In Synecdoche, New York, there's a scene where Philip Seymour Hoffman checks the address list in an apartment building. One of the names on the list is "Capgras." Meanwhile, a few years back, when Charlie double-billed with the Coen Brothers in Carter Burwell's "Theater of the New Ear" "sound plays" project, and scheduling conflicts meant that the Coens were unable to stage their play in L.A., an unknown playwright named Francis Fregoli stepped up to the plate. Fregoli, it turned out, was Kaufman again, writing under a pseudonym.
There's a write-up on io9 which explains where those names come from. The article's called "Everyone Around You is An Impostor: Inside the Mind's Most Bizarre Delusions."
The first of the delusions, in which a person becomes convinced impostors have replaced their friends and family, is known as the Capgras delusion, named for the French psychiatrist Joseph Capgras who along with Jean Reboul-Lachaux first described the condition in 1923.
[...]
Leopoldo Fregoli was one of the greatest entertainers of the late nineteenth and early twentieth century.
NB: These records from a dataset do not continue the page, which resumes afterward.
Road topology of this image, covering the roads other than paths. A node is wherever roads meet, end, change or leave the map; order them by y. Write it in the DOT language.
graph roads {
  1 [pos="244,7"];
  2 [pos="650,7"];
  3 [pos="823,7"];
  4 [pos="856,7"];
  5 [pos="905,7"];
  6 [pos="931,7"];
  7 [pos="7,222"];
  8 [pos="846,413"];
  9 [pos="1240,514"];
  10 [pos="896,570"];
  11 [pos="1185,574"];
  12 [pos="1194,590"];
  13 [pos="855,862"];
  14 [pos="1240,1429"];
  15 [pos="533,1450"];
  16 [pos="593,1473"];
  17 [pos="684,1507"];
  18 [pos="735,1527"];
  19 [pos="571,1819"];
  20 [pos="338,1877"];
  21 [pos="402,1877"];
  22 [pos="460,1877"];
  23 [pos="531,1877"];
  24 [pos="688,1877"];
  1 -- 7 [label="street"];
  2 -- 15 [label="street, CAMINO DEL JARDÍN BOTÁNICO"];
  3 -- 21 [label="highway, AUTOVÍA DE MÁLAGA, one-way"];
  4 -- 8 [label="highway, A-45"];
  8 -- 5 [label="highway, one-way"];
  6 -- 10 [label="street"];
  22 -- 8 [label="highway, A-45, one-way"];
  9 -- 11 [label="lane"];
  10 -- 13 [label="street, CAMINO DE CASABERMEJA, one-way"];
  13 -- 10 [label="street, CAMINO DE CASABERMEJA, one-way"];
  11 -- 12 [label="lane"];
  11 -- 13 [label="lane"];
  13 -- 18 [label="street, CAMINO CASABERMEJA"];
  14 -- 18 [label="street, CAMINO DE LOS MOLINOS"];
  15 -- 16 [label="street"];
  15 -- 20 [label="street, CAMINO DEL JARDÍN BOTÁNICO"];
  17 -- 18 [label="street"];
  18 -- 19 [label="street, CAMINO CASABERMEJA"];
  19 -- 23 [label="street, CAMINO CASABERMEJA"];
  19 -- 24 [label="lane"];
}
He perfected a style of performance known as quick-change, which is pretty much exactly what it sounds — he would switch costumes and characters during his stage shows so rapidly that it was suggested he actually required several other Fregolis for his act to be possible. And while that notion of hidden duplicates would fit right in with the delusions we've been discussing, that's not actually what won him his unlikely — and quite possibly unwanted — immortality in the annals of psychology. (Source)
More info at the link.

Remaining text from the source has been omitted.